Records from a dataset

■ ■ ■

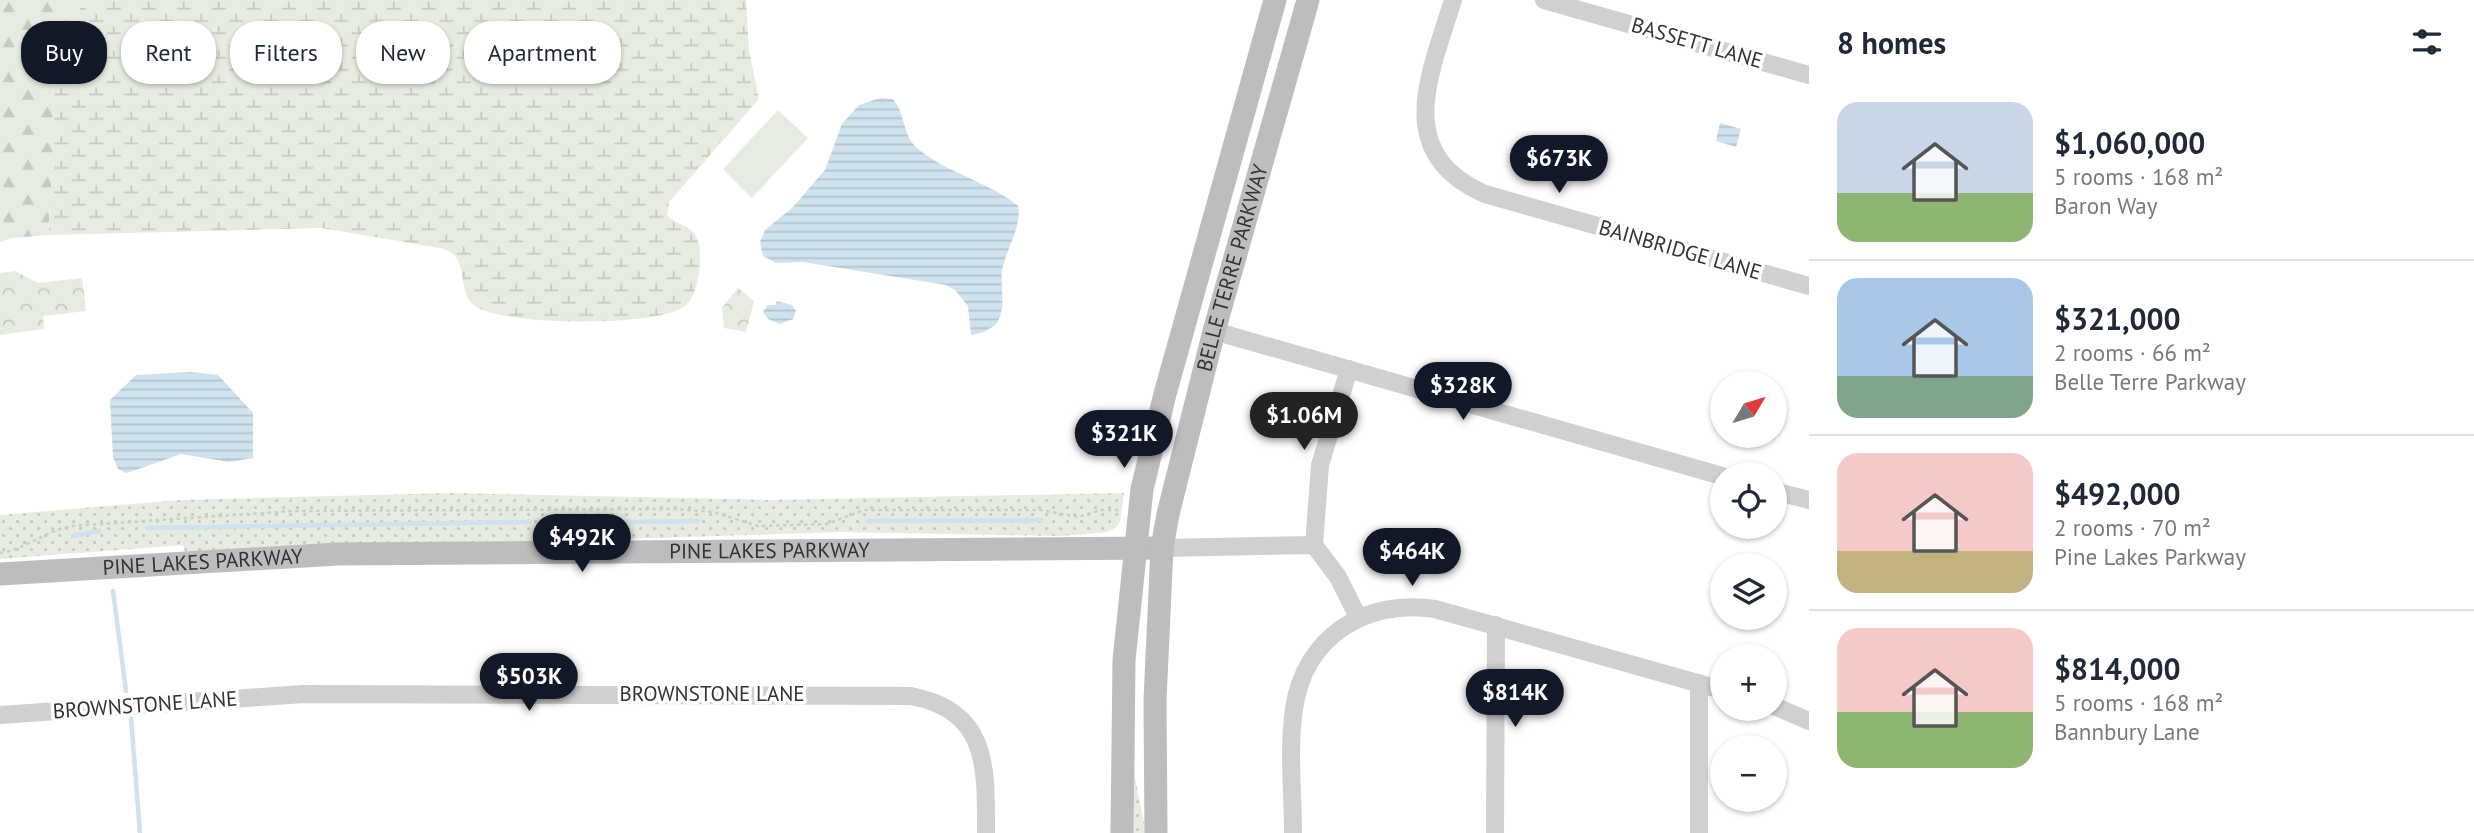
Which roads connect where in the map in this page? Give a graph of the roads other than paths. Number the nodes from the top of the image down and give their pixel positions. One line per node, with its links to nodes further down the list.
1 (1275, 0): 14 (main road, BELLE TERRE PARKWAY)
2 (1308, 0): 7 (main road, BELLE TERRE PARKWAY)
3 (1453, 0): 6 (street, BAINBRIDGE LANE)
4 (1544, 0): 5 (street, BASSETT LANE)
5 (1809, 75)
6 (1809, 286)
7 (1214, 331): 8 (street); 13 (main road, BELLE TERRE PARKWAY)
8 (1349, 369): 9 (street); 12 (street)
9 (1710, 473)
10 (1787, 494): 11 (street)
11 (1809, 500)
12 (1314, 545): 13 (street); 16 (street)
13 (1162, 548): 14 (main road, PINE LAKES PARKWAY); 25 (main road, BELLE TERRE PARKWAY)
14 (1134, 550): 15 (main road, PINE LAKES PARKWAY); 24 (main road, BELLE TERRE PARKWAY)
15 (0, 574)
16 (1358, 617): 17 (street); 26 (street)
17 (1496, 625): 18 (street); 27 (street)
18 (1699, 684): 19 (street); 28 (street)
19 (1710, 687)
20 (1787, 712): 22 (street)
21 (0, 715): 23 (street, BROWNSTONE LANE)
22 (1809, 721)
23 (986, 833)
24 (1122, 833)
25 (1156, 833)
26 (1293, 833)
27 (1495, 833)
28 (1699, 833)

■ ■ ■

What to produce:
Print every record above exactly, but no pictures.

Solution below:
Which roads connect where in the map in this page? Give a graph of the roads other than paths. Number the nodes from the top of the image down and give their pixel positions. One line per node, with its links to nodes further down the list.
1 (1275, 0): 14 (main road, BELLE TERRE PARKWAY)
2 (1308, 0): 7 (main road, BELLE TERRE PARKWAY)
3 (1453, 0): 6 (street, BAINBRIDGE LANE)
4 (1544, 0): 5 (street, BASSETT LANE)
5 (1809, 75)
6 (1809, 286)
7 (1214, 331): 8 (street); 13 (main road, BELLE TERRE PARKWAY)
8 (1349, 369): 9 (street); 12 (street)
9 (1710, 473)
10 (1787, 494): 11 (street)
11 (1809, 500)
12 (1314, 545): 13 (street); 16 (street)
13 (1162, 548): 14 (main road, PINE LAKES PARKWAY); 25 (main road, BELLE TERRE PARKWAY)
14 (1134, 550): 15 (main road, PINE LAKES PARKWAY); 24 (main road, BELLE TERRE PARKWAY)
15 (0, 574)
16 (1358, 617): 17 (street); 26 (street)
17 (1496, 625): 18 (street); 27 (street)
18 (1699, 684): 19 (street); 28 (street)
19 (1710, 687)
20 (1787, 712): 22 (street)
21 (0, 715): 23 (street, BROWNSTONE LANE)
22 (1809, 721)
23 (986, 833)
24 (1122, 833)
25 (1156, 833)
26 (1293, 833)
27 (1495, 833)
28 (1699, 833)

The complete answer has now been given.